→ **REQUIRED WORK**: The whole listing, except its pictures, is to be repeated exactly.
[[ ENTRIES SUPPLIED open ]]
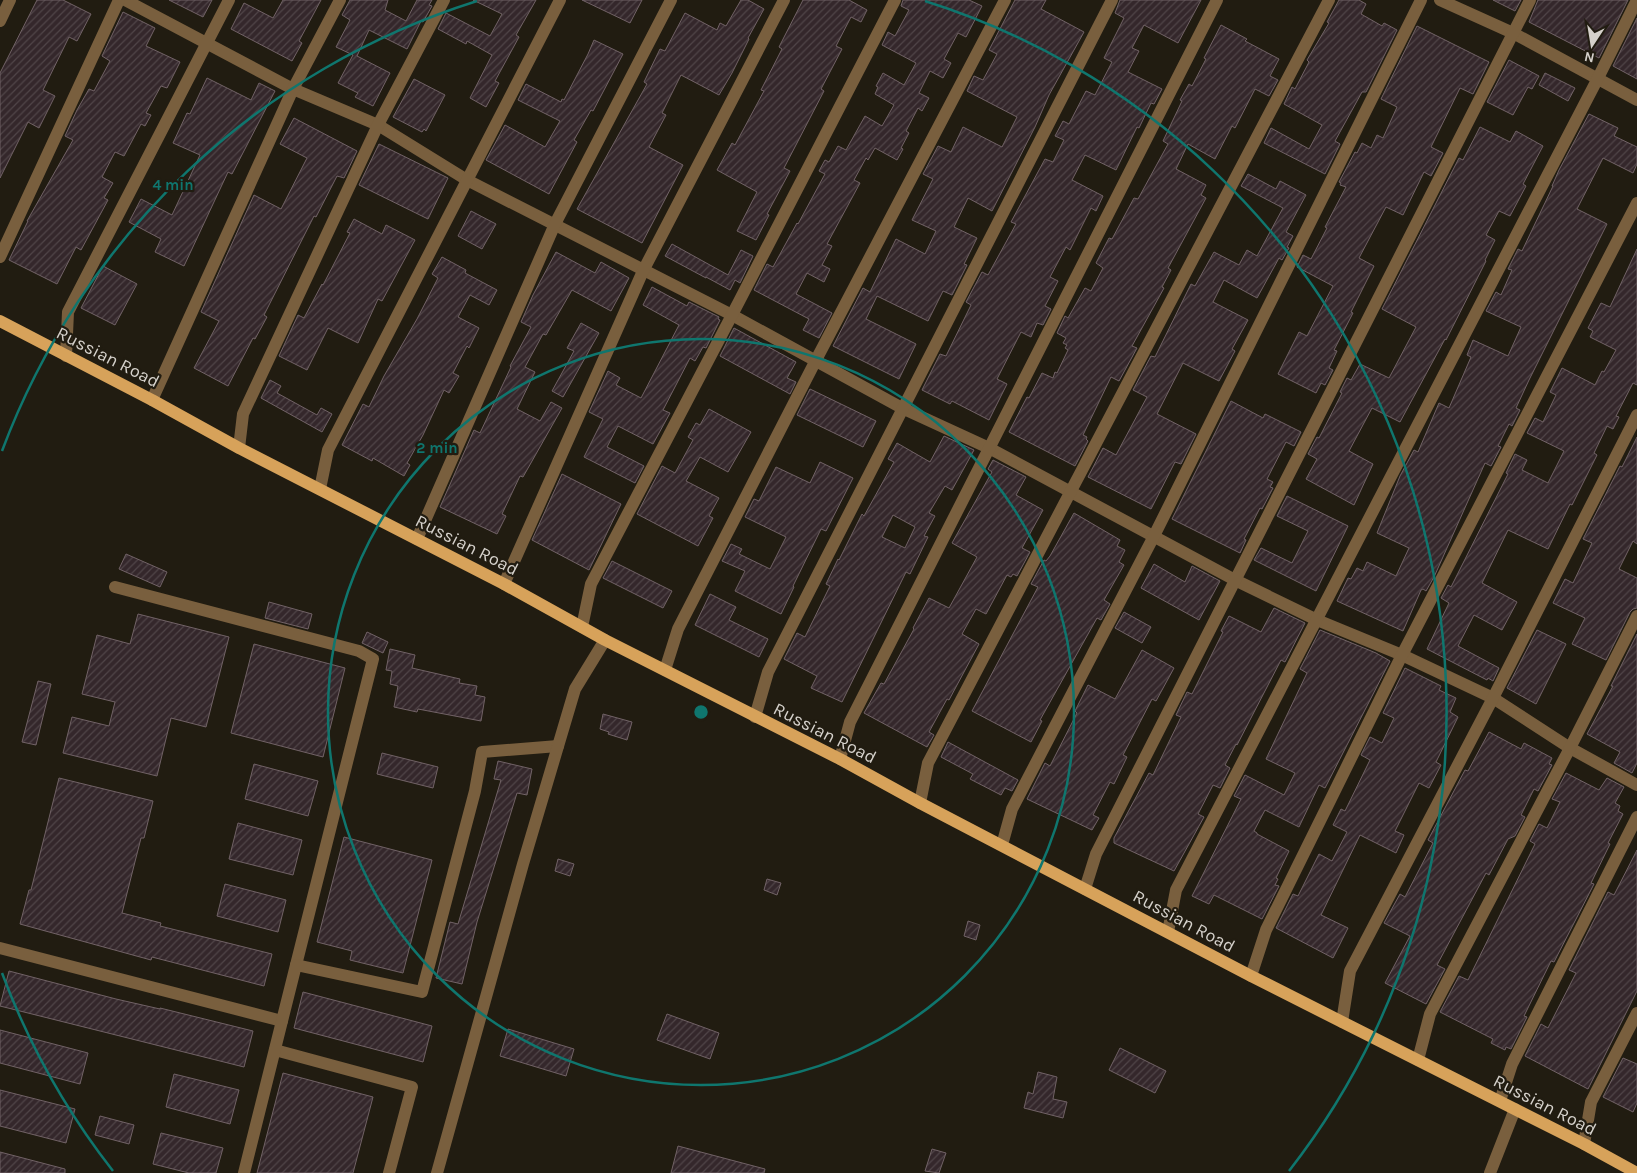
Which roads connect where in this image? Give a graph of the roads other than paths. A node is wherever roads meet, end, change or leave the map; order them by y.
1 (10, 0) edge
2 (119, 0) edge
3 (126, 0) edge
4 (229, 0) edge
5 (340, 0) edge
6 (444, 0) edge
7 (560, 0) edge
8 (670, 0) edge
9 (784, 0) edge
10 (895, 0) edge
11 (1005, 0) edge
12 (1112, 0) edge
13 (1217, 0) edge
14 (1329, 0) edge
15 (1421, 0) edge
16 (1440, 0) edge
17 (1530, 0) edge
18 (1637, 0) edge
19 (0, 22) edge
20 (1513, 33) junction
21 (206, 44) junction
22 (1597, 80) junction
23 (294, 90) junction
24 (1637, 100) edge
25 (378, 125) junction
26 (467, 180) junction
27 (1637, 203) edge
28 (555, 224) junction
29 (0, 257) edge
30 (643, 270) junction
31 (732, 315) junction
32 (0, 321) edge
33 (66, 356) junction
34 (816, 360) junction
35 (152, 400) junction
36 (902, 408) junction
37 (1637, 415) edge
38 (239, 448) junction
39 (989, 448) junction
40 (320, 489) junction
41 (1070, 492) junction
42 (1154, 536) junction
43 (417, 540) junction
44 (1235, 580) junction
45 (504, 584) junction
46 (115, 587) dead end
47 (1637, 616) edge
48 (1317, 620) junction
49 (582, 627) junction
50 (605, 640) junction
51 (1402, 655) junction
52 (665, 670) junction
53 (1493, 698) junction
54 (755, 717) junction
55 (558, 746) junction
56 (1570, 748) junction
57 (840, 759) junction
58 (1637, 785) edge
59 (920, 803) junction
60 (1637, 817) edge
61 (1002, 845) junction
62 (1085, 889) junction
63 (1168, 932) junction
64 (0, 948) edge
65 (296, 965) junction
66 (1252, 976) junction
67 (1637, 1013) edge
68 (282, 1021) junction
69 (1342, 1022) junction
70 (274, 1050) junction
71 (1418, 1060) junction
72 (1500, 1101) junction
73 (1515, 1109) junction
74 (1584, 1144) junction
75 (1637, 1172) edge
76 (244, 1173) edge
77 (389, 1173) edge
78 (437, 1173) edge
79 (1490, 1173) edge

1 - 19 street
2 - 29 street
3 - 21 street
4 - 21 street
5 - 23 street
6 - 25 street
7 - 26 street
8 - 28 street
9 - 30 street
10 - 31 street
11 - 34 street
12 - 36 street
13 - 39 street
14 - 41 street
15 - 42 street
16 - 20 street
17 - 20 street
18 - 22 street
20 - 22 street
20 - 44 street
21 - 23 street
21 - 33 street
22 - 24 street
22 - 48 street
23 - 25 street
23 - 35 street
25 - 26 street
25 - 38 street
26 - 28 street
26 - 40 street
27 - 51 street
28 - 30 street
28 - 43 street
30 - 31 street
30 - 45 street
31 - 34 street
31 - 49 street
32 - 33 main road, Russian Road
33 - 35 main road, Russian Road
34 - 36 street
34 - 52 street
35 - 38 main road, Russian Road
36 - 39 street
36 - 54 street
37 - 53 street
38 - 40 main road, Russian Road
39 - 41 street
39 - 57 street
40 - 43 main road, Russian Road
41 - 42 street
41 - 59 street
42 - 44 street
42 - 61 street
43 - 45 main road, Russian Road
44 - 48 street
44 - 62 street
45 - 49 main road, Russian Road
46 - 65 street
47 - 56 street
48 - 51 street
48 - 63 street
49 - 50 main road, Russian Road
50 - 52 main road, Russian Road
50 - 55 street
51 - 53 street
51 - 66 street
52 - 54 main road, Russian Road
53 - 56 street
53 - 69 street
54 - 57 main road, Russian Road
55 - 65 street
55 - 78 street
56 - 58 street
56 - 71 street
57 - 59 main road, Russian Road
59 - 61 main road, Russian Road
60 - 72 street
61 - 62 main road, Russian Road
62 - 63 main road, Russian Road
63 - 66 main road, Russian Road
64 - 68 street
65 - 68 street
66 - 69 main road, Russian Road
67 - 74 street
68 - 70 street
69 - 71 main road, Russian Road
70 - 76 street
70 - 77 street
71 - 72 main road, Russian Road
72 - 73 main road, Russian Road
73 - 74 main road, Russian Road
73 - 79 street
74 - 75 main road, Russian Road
[[ ENTRIES SUPPLIED closed ]]
→ **RESPONSE AREA**:
Which roads connect where in this image? Give a graph of the roads other than paths. A node is wherever roads meet, end, change or leave the map; order them by y.
1 (10, 0) edge
2 (119, 0) edge
3 (126, 0) edge
4 (229, 0) edge
5 (340, 0) edge
6 (444, 0) edge
7 (560, 0) edge
8 (670, 0) edge
9 (784, 0) edge
10 (895, 0) edge
11 (1005, 0) edge
12 (1112, 0) edge
13 (1217, 0) edge
14 (1329, 0) edge
15 (1421, 0) edge
16 (1440, 0) edge
17 (1530, 0) edge
18 (1637, 0) edge
19 (0, 22) edge
20 (1513, 33) junction
21 (206, 44) junction
22 (1597, 80) junction
23 (294, 90) junction
24 (1637, 100) edge
25 (378, 125) junction
26 (467, 180) junction
27 (1637, 203) edge
28 (555, 224) junction
29 (0, 257) edge
30 (643, 270) junction
31 (732, 315) junction
32 (0, 321) edge
33 (66, 356) junction
34 (816, 360) junction
35 (152, 400) junction
36 (902, 408) junction
37 (1637, 415) edge
38 (239, 448) junction
39 (989, 448) junction
40 (320, 489) junction
41 (1070, 492) junction
42 (1154, 536) junction
43 (417, 540) junction
44 (1235, 580) junction
45 (504, 584) junction
46 (115, 587) dead end
47 (1637, 616) edge
48 (1317, 620) junction
49 (582, 627) junction
50 (605, 640) junction
51 (1402, 655) junction
52 (665, 670) junction
53 (1493, 698) junction
54 (755, 717) junction
55 (558, 746) junction
56 (1570, 748) junction
57 (840, 759) junction
58 (1637, 785) edge
59 (920, 803) junction
60 (1637, 817) edge
61 (1002, 845) junction
62 (1085, 889) junction
63 (1168, 932) junction
64 (0, 948) edge
65 (296, 965) junction
66 (1252, 976) junction
67 (1637, 1013) edge
68 (282, 1021) junction
69 (1342, 1022) junction
70 (274, 1050) junction
71 (1418, 1060) junction
72 (1500, 1101) junction
73 (1515, 1109) junction
74 (1584, 1144) junction
75 (1637, 1172) edge
76 (244, 1173) edge
77 (389, 1173) edge
78 (437, 1173) edge
79 (1490, 1173) edge

1 - 19 street
2 - 29 street
3 - 21 street
4 - 21 street
5 - 23 street
6 - 25 street
7 - 26 street
8 - 28 street
9 - 30 street
10 - 31 street
11 - 34 street
12 - 36 street
13 - 39 street
14 - 41 street
15 - 42 street
16 - 20 street
17 - 20 street
18 - 22 street
20 - 22 street
20 - 44 street
21 - 23 street
21 - 33 street
22 - 24 street
22 - 48 street
23 - 25 street
23 - 35 street
25 - 26 street
25 - 38 street
26 - 28 street
26 - 40 street
27 - 51 street
28 - 30 street
28 - 43 street
30 - 31 street
30 - 45 street
31 - 34 street
31 - 49 street
32 - 33 main road, Russian Road
33 - 35 main road, Russian Road
34 - 36 street
34 - 52 street
35 - 38 main road, Russian Road
36 - 39 street
36 - 54 street
37 - 53 street
38 - 40 main road, Russian Road
39 - 41 street
39 - 57 street
40 - 43 main road, Russian Road
41 - 42 street
41 - 59 street
42 - 44 street
42 - 61 street
43 - 45 main road, Russian Road
44 - 48 street
44 - 62 street
45 - 49 main road, Russian Road
46 - 65 street
47 - 56 street
48 - 51 street
48 - 63 street
49 - 50 main road, Russian Road
50 - 52 main road, Russian Road
50 - 55 street
51 - 53 street
51 - 66 street
52 - 54 main road, Russian Road
53 - 56 street
53 - 69 street
54 - 57 main road, Russian Road
55 - 65 street
55 - 78 street
56 - 58 street
56 - 71 street
57 - 59 main road, Russian Road
59 - 61 main road, Russian Road
60 - 72 street
61 - 62 main road, Russian Road
62 - 63 main road, Russian Road
63 - 66 main road, Russian Road
64 - 68 street
65 - 68 street
66 - 69 main road, Russian Road
67 - 74 street
68 - 70 street
69 - 71 main road, Russian Road
70 - 76 street
70 - 77 street
71 - 72 main road, Russian Road
72 - 73 main road, Russian Road
73 - 74 main road, Russian Road
73 - 79 street
74 - 75 main road, Russian Road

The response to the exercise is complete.